Source data =
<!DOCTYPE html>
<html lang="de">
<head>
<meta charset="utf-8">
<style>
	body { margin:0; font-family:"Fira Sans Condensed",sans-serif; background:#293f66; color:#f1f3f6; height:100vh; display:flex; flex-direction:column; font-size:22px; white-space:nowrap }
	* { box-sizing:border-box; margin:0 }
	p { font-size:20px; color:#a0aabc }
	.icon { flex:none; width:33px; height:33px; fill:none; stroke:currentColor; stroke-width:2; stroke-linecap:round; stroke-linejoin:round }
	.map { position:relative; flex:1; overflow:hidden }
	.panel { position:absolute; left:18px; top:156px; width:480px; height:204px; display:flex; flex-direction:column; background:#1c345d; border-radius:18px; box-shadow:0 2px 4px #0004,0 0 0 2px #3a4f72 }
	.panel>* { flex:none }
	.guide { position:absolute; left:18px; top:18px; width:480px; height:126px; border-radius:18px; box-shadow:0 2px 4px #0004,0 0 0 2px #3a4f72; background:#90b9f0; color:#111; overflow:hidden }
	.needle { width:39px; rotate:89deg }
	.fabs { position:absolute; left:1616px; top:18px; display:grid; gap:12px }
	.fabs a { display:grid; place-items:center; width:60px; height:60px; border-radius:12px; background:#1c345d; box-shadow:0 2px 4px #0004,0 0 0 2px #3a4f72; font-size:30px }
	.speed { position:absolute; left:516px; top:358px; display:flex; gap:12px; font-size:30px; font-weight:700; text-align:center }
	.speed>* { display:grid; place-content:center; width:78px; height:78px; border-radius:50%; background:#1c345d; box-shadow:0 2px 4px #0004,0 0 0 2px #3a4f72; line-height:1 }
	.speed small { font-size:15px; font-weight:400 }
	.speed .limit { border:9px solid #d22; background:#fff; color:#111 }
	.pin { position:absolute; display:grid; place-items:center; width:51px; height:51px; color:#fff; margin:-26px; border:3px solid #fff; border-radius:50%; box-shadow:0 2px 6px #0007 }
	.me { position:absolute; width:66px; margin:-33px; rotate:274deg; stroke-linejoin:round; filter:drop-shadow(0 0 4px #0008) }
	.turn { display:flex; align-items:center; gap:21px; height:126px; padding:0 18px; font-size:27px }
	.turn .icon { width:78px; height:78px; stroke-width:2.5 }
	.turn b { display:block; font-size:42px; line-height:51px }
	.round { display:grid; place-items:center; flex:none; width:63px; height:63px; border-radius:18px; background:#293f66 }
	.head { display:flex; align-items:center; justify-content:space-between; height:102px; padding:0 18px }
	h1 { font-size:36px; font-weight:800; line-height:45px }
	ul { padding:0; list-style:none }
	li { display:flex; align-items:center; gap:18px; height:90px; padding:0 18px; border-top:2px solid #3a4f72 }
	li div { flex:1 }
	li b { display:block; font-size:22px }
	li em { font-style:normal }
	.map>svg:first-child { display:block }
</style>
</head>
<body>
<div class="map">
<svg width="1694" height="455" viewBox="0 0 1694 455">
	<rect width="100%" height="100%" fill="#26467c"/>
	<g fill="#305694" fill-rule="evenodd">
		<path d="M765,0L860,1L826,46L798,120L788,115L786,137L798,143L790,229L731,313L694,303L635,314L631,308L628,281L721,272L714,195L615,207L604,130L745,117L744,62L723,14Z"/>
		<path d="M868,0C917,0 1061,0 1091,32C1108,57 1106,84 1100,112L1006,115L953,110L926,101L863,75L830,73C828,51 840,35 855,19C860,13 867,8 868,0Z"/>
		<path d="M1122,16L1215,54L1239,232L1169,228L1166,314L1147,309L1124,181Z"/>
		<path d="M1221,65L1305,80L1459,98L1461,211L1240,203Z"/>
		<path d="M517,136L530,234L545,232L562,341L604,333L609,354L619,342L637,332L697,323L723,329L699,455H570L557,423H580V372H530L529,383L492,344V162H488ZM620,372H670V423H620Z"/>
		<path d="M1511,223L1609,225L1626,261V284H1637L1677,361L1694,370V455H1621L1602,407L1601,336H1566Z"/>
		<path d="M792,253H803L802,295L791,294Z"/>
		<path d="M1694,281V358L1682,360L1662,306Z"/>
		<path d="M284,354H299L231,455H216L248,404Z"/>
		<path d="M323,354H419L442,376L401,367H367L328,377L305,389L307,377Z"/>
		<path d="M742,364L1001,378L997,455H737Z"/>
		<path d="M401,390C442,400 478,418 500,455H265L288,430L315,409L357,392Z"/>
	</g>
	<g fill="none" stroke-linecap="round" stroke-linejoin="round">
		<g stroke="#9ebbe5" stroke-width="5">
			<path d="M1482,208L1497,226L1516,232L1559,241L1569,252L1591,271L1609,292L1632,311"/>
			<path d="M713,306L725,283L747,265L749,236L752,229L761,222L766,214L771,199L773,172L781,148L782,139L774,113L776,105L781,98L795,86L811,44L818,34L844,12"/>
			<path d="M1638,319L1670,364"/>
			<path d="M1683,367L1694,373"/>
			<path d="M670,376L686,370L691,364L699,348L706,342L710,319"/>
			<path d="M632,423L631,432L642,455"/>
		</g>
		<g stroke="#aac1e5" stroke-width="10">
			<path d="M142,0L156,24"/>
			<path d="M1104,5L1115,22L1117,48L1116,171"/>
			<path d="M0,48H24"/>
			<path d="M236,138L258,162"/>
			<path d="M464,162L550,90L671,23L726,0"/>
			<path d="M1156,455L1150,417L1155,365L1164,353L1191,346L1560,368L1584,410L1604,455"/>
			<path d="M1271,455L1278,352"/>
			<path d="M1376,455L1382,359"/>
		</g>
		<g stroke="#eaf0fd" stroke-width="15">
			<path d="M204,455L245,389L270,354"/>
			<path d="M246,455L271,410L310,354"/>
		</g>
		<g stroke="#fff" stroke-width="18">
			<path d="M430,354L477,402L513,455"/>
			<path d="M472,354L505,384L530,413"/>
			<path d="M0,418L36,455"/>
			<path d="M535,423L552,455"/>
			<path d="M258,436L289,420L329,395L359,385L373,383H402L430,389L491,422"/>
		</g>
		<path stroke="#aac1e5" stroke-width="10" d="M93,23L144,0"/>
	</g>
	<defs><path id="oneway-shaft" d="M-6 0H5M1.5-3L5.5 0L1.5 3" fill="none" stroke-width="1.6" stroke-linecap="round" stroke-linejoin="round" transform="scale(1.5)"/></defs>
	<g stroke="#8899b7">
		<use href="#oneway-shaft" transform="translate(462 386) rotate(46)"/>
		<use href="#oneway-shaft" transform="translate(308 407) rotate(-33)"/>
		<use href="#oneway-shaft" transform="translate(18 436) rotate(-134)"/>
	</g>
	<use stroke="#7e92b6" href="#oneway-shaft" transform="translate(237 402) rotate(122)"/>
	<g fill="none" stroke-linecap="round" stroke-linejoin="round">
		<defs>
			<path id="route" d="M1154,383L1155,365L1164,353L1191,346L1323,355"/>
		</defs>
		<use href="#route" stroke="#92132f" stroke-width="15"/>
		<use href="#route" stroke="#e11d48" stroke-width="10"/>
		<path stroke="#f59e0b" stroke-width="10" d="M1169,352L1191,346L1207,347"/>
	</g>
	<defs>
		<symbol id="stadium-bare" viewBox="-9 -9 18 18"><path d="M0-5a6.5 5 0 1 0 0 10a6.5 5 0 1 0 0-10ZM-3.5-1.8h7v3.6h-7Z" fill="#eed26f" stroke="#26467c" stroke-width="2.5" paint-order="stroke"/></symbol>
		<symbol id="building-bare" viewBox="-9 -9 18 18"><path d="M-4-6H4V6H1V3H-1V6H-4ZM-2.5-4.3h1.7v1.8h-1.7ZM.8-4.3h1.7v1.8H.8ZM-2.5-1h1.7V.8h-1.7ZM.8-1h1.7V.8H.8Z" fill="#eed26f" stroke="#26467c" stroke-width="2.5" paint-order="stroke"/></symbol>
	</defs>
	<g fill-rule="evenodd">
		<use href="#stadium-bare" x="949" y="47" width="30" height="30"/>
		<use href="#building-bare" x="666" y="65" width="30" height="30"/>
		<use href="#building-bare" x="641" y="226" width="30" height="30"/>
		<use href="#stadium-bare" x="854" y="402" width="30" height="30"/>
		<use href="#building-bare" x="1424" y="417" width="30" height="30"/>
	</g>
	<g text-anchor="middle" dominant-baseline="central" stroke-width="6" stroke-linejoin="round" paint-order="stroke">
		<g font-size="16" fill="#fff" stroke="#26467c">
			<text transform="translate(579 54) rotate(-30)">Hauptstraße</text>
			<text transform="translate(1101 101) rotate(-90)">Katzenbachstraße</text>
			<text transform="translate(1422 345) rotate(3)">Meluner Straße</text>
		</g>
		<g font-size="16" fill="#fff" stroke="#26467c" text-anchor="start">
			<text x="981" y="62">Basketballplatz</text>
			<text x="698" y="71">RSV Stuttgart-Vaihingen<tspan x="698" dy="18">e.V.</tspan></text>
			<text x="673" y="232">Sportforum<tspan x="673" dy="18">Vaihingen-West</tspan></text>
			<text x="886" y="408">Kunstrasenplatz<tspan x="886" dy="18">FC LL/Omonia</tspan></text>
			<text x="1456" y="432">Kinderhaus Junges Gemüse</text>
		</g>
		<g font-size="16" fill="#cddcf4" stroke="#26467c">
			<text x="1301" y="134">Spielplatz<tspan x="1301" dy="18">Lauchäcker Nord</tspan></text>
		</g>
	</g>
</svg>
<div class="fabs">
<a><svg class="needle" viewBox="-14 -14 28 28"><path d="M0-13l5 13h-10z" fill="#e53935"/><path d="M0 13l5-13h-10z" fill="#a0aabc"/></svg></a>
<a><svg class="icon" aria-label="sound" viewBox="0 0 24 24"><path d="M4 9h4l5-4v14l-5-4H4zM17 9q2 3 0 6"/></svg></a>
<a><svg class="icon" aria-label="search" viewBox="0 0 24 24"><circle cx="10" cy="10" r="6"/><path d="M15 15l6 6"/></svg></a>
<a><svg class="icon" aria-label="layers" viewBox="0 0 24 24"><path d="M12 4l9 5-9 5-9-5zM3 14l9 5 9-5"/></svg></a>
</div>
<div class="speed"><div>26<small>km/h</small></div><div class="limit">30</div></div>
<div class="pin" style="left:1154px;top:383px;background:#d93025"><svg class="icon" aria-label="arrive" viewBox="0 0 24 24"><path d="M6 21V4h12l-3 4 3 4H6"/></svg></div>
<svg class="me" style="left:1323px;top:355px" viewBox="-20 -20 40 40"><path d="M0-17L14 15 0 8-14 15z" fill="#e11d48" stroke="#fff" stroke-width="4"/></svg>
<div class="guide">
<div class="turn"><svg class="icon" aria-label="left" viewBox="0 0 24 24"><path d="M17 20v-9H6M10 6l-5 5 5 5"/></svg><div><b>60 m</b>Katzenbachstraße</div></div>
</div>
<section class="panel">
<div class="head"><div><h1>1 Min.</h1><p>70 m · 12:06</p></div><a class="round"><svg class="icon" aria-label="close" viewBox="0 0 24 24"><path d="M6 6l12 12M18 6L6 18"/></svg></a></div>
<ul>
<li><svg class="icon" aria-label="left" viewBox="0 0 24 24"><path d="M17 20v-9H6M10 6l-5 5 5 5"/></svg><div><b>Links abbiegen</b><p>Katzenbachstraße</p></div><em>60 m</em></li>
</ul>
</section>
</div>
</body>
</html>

Problem description =
Among the lines of the records, copy out each one that contains the word "speed".

Output below =
	.speed { position:absolute; left:516px; top:358px; display:flex; gap:12px; font-size:30px; font-weight:700; text-align:center }
	.speed>* { display:grid; place-content:center; width:78px; height:78px; border-radius:50%; background:#1c345d; box-shadow:0 2px 4px #0004,0 0 0 2px #3a4f72; line-height:1 }
	.speed small { font-size:15px; font-weight:400 }
	.speed .limit { border:9px solid #d22; background:#fff; color:#111 }
<div class="speed"><div>26<small>km/h</small></div><div class="limit">30</div></div>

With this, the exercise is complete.